What the exercise asks>
Write the entries out again in full and unchanged, dropping every image.

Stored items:
**********

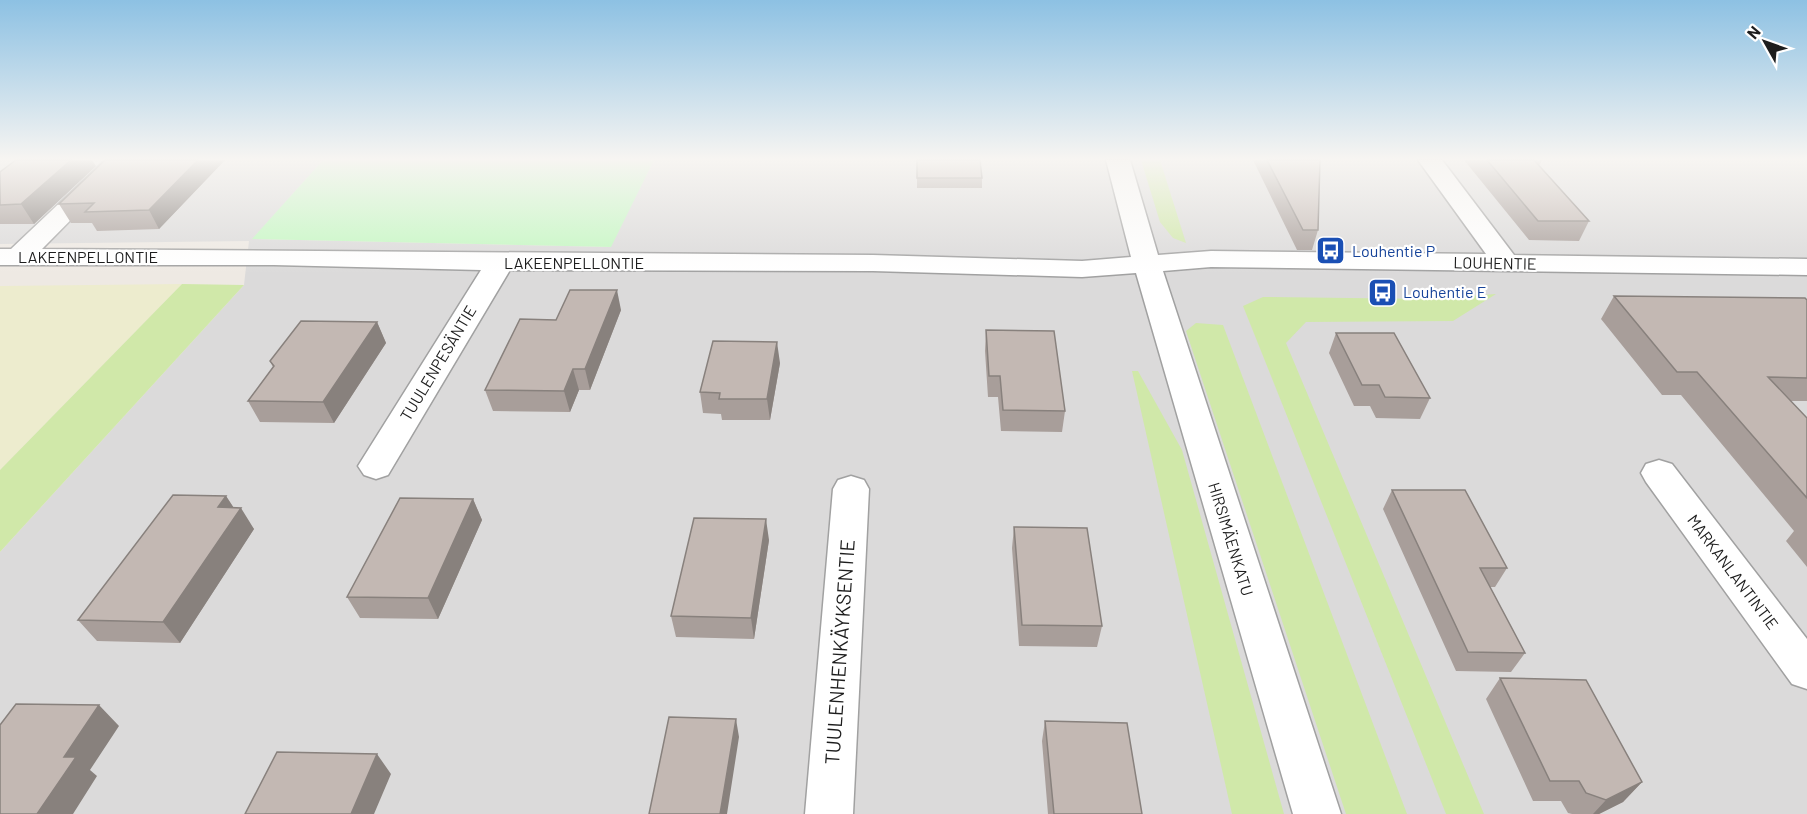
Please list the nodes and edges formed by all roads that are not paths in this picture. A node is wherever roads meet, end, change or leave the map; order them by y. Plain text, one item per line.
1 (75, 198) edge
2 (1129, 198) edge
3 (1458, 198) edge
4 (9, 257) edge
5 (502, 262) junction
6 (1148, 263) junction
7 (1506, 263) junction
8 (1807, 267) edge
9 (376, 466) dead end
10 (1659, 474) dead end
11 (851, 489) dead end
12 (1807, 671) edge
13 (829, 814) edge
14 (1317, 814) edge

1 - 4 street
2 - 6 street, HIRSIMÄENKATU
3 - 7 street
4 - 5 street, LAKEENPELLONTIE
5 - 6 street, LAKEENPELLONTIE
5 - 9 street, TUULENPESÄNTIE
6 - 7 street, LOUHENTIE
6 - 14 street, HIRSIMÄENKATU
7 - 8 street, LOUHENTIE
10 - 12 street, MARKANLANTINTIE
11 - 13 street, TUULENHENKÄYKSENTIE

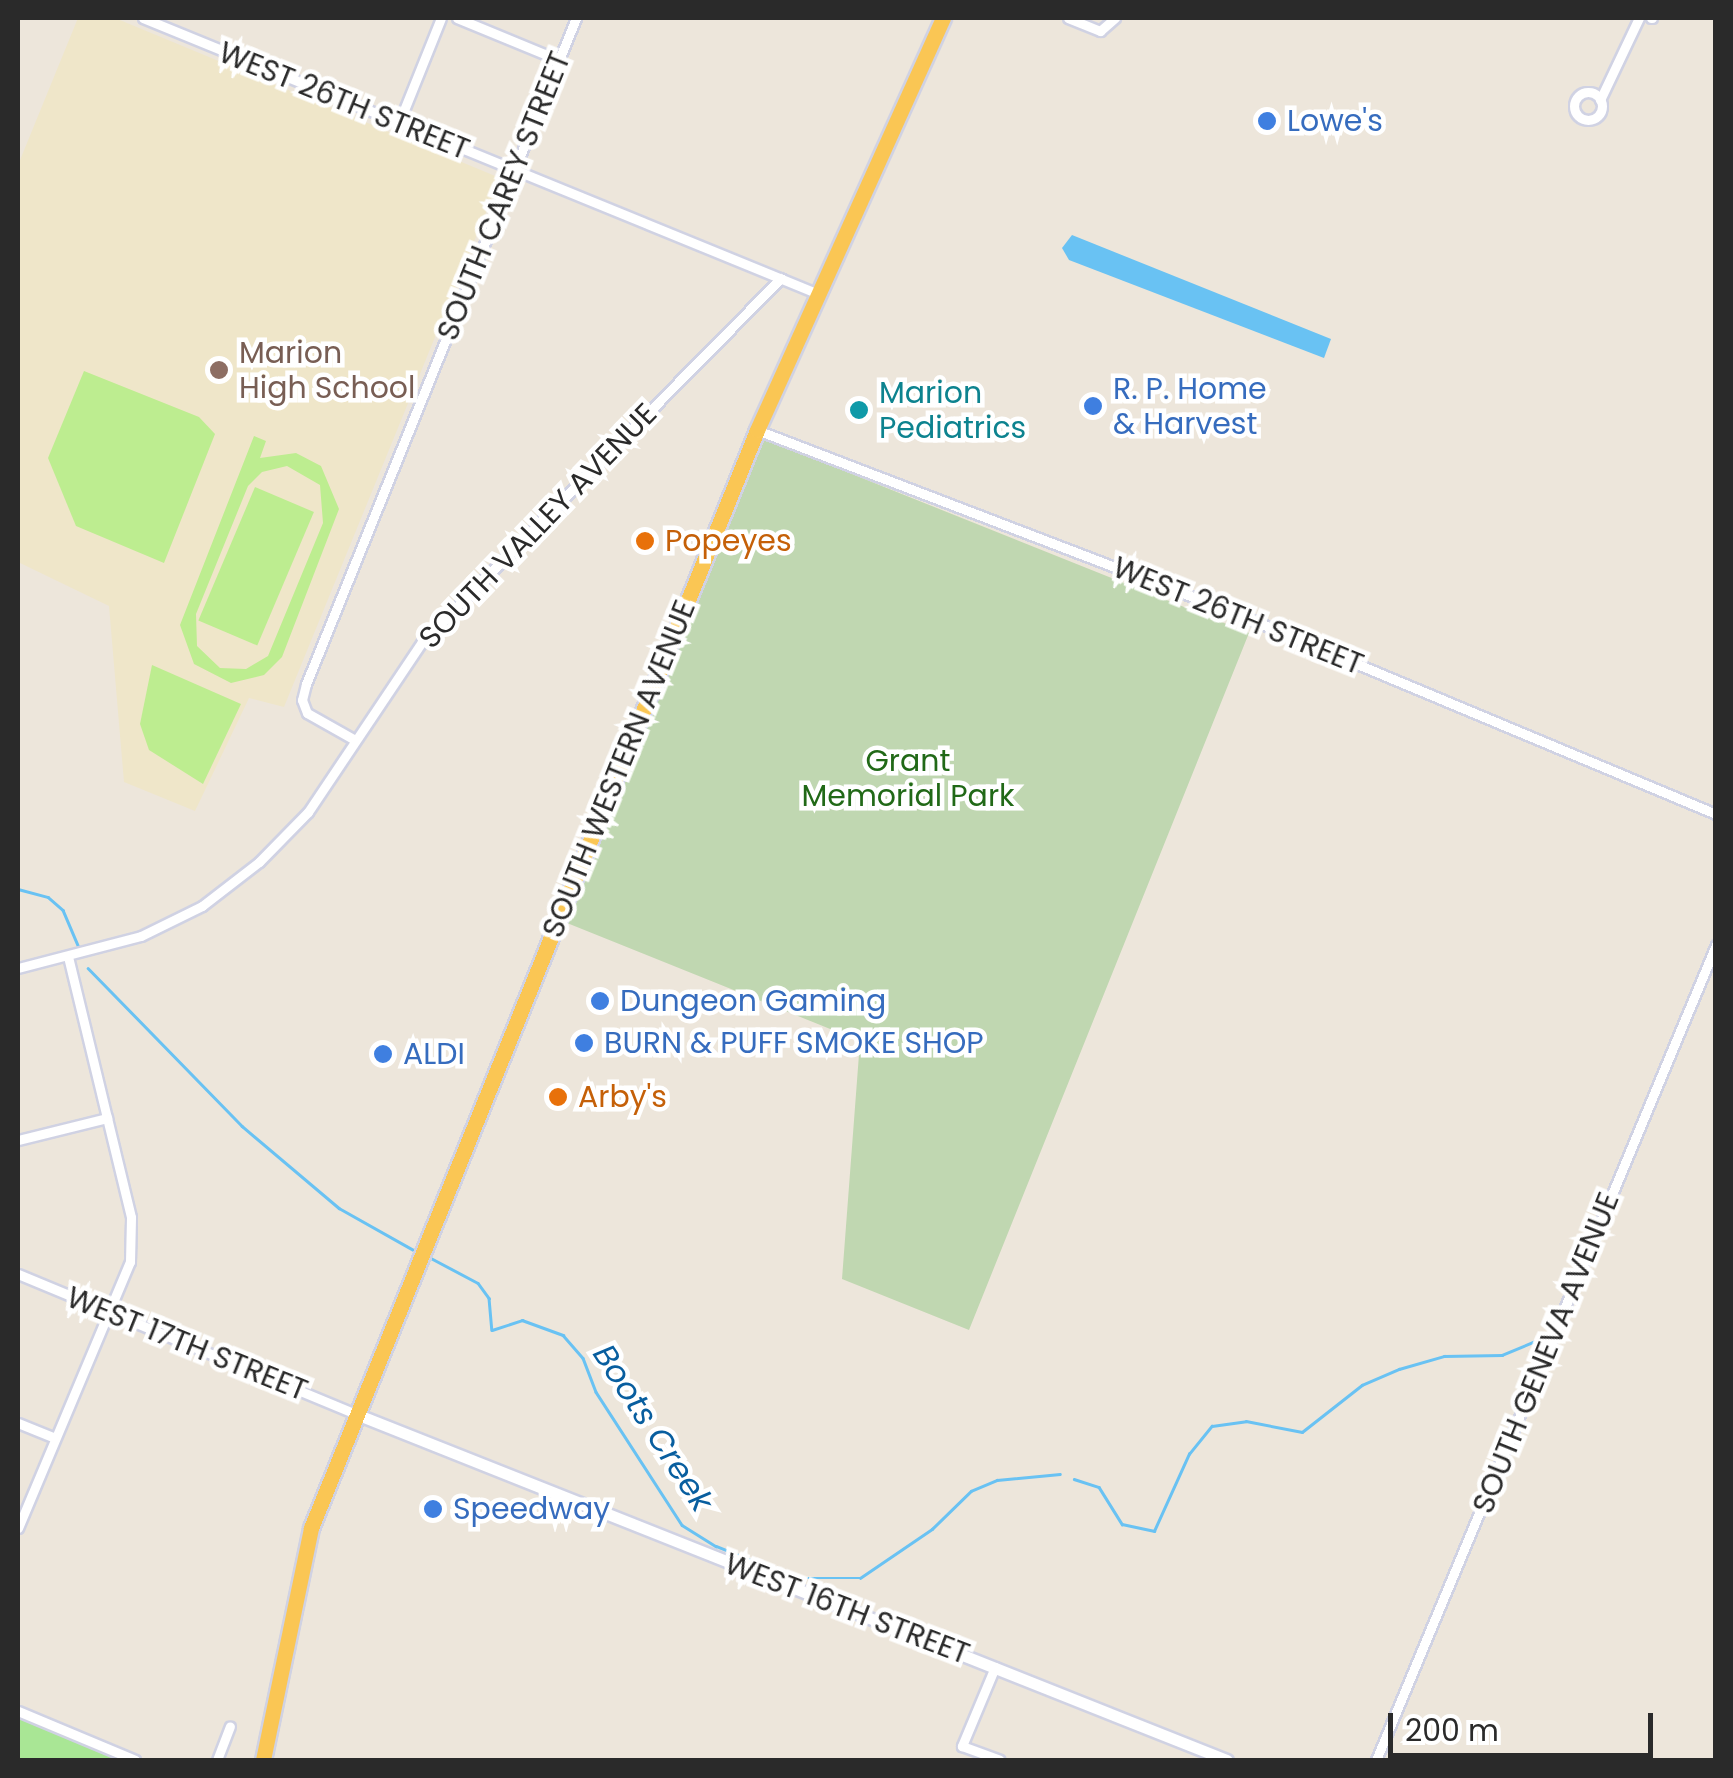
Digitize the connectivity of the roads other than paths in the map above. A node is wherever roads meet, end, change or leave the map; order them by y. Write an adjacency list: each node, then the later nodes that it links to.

**********

Response box>
Please list the nodes and edges formed by all roads that are not paths in this picture. A node is wherever roads meet, end, change or leave the map; order them by y. Plain text, one item per line.
1 (75, 198) edge
2 (1129, 198) edge
3 (1458, 198) edge
4 (9, 257) edge
5 (502, 262) junction
6 (1148, 263) junction
7 (1506, 263) junction
8 (1807, 267) edge
9 (376, 466) dead end
10 (1659, 474) dead end
11 (851, 489) dead end
12 (1807, 671) edge
13 (829, 814) edge
14 (1317, 814) edge

1 - 4 street
2 - 6 street, HIRSIMÄENKATU
3 - 7 street
4 - 5 street, LAKEENPELLONTIE
5 - 6 street, LAKEENPELLONTIE
5 - 9 street, TUULENPESÄNTIE
6 - 7 street, LOUHENTIE
6 - 14 street, HIRSIMÄENKATU
7 - 8 street, LOUHENTIE
10 - 12 street, MARKANLANTINTIE
11 - 13 street, TUULENHENKÄYKSENTIE

Digitize the connectivity of the roads other than paths in the map above. A node is wherever roads meet, end, change or leave the map; order them by y. Write an adjacency list: each node, then the later nodes that it links to.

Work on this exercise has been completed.